Health Business Blog

Health care business consultant and policy expert David E. Williams share his views

Responses to air ambulance story

There are some interesting letters to the editor of the Wall Street Journal defending the use of air ambulances. (See Air ambulances: costly, dangerous, slow?)

They key points are:

  • ER physicians, scared of liability, are overreacting and sending even minor cases to specialty centers. (This echoes the comment from a Health business blog reader.)
  • When a rural community transports a patient a long distance in a ground ambulance, they put their own community at risk by losing their ambulance for most of the day
  • Once a patient is stabilized, sending them by fixed wing aircraft over a long distance is more comfortable than riding in a bumpy ambulance

However, a physician I know offered another argument against air ambulance use in trauma cases:

Due to noise in the helicopter and the close quarters, helicopter based paramedics are far less able to treat their patients en route than their colleagues in ground ambulances.

Double coverage for the old, none for the young

Senator John Kerry is championing a bill to encourage states to ensure universal healthcare coverage for youths up to age 21, according to the Boston Globe. The bill would amend Medicaid and offer extra funding to states that provide coverage. Republicans are offering strong opposition.

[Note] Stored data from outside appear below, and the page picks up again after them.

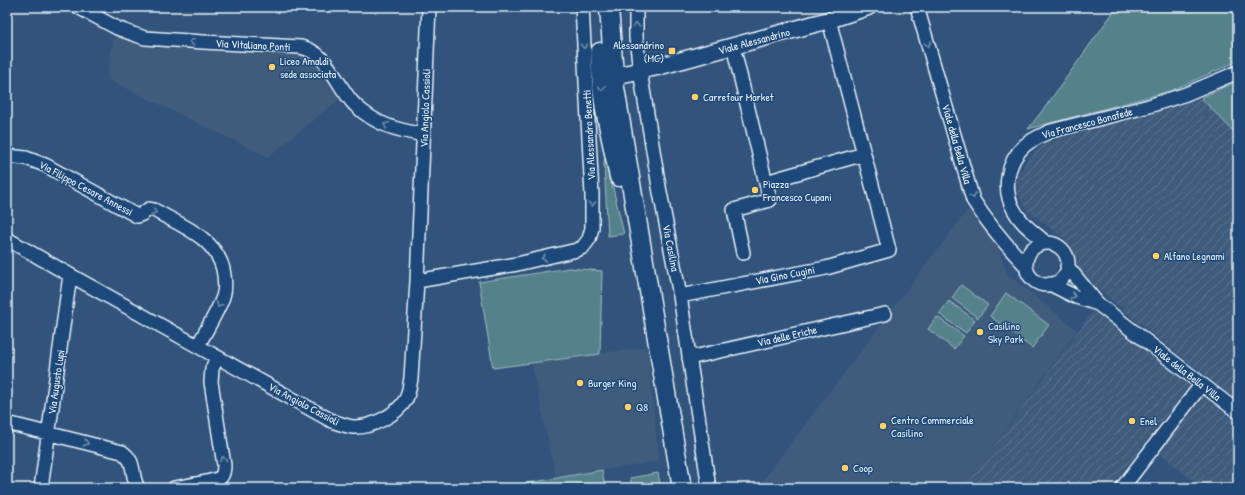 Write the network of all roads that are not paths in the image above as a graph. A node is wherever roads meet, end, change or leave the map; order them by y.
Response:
1 (78, 7) edge
2 (429, 7) edge
3 (582, 7) edge
4 (599, 7) edge
5 (609, 7) edge
6 (636, 7) edge
7 (868, 7) edge
8 (917, 7) edge
9 (829, 20) junction
10 (732, 46) junction
11 (640, 71) junction
12 (1238, 72) edge
13 (614, 76) junction
14 (424, 135) junction
15 (864, 154) junction
16 (7, 156) edge
17 (766, 182) junction
18 (7, 238) edge
19 (642, 242) junction
20 (1046, 243) junction
21 (744, 253) dead end
22 (1026, 266) junction
23 (1067, 266) junction
24 (70, 275) junction
25 (417, 281) junction
26 (1050, 284) junction
27 (680, 296) junction
28 (1098, 304) junction
29 (885, 314) dead end
30 (198, 346) junction
31 (217, 357) junction
32 (689, 358) junction
33 (1202, 384) junction
34 (1238, 412) edge
35 (7, 423) edge
36 (49, 434) junction
37 (41, 488) edge
38 (138, 488) edge
39 (174, 488) edge
40 (682, 488) edge
41 (709, 488) edge
42 (1122, 488) edge

14 -> 1 street, Via Vitaliano Ponti
2 - 14 street, Via Angiolo Cassioli
3 -> 25 street, Via Alessandro Benetti
4 -> 19 main road
5 - 13 main road
11 -> 6 street, Via Casilina
7 - 9 street, Viale Alessandrino
8 -> 22 street, Viale della Bella Villa
9 - 10 street, Viale Alessandrino
9 - 15 street
10 - 11 street, Viale Alessandrino
10 - 17 street
11 - 13 street, Viale Alessandrino
11 - 27 street, Via Casilina
12 - 20 street, Via Francesco Bonafede
13 - 19 main road
14 - 25 street, Via Angiolo Cassioli
15 - 17 street
15 - 27 street, Via Gino Cugini
16 -> 30 street, Via Filippo Cesare Annessi
17 - 21 street
18 - 24 street, Via Angiolo Cassioli
19 - 40 main road
20 - 22 street
20 - 23 street, Viale della Bella Villa
22 - 26 street, Viale della Bella Villa
23 - 26 street
23 - 28 street, Viale della Bella Villa
24 - 30 street, Via Angiolo Cassioli
24 - 36 street, Via Augusto Lupi
25 - 31 street, Via Angiolo Cassioli
26 -> 28 street, Viale della Bella Villa
27 - 32 street, Via Casilina
28 - 33 street, Viale della Bella Villa
29 - 32 street, Via delle Eriche
30 - 31 street, Via Angiolo Cassioli
39 -> 31 street
32 - 41 street, Via Casilina
33 - 34 street, Viale della Bella Villa
33 - 42 street
35 - 36 street
36 - 37 street, Via Augusto Lupi
36 -> 38 street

It’s curious that there is such support for universal, non-means tested coverage for older people (Medicare) while even means tested coverage for youth is controversial. Many Medicare recipients already have access to retiree health benefits from their employers, although that’s changing thanks to Medicare’s generosity. I’d rather see Medicare be means tested and Medicaid (for youth) not.

Maybe we should stop calling it “compliance”

As pay for performance plans for physicians become more popular, there is an increasing focus on the gap between what doctors “order” and what patients do. Patients following doctors’ orders are considered to be “compliant,” and those who don’t are “noncompliant.”

Terms like “orders” and “compliance” put too much burden on patients. (It reminds me of how utility monopolies use the term “ratepayers” rather than customers.)

A family physician cited in today’s Wall St. Journal has started to follow up with patients after their visits.

[She] learned to her dismay that many didn’t fill prescriptions or stopped taking medications because of side effects. She now puts all instructions for patients in writing, calls a few days after a visit to make sure they understood and checks with pharmacies to see if prescriptions have been filled.

She’s starting to address the real issues of poor physician/patient communication and follow up, although she’s doing it in a very labor intensive way rather than using a productivity tool such as RelayHealth.

Patients do need to take more responsibility for their own health and engage more effectively with their physicians, but let’s not call it compliance.

Medicare as corporate welfare

Automotive supplier Delphi Corporation has announced that it will no longer offer health care benefits to its salaried Medicare eligible retirees. Look for more companies to cancel retiree health benefits –especially drug benefits—as the Medicare drug benefit kicks in.

Computerized physician order entry systems can introduce new types of medication error

It’s well documented that computerized physician order entry systems (CPOE) reduce medication errors in the hospital. However, the March 9 issue of the Journal of the American Medical Association (JAMA) reports that…

…a widely used CPOE system facilitated 22 types of medication error risks. Examples include fragmented CPOE displays that prevent a coherent view of patients’ medications, pharmacy inventory displays mistaken for dosage guidelines, ignored antibiotic renewal notices placed on paper charts rather than in the CPOE system, separation of functions that facilitate double dosing and incompatible orders, and inflexible ordering formats generating wrong orders. Three quarters of the house staff reported observing each of these error risks, indicating that they occur weekly or more often.

Technology is a tool to improve safety, quality, and efficiency, but it’s not a panacea. Good system design and implementation is as critical and difficult in medicine as in any other sector. IT systems usually fail to deliver on their promise at first, and sometimes cause new problems. It takes a while to produce substantial improvements, so hospitals should get started now to gain experience and learn from their mistakes.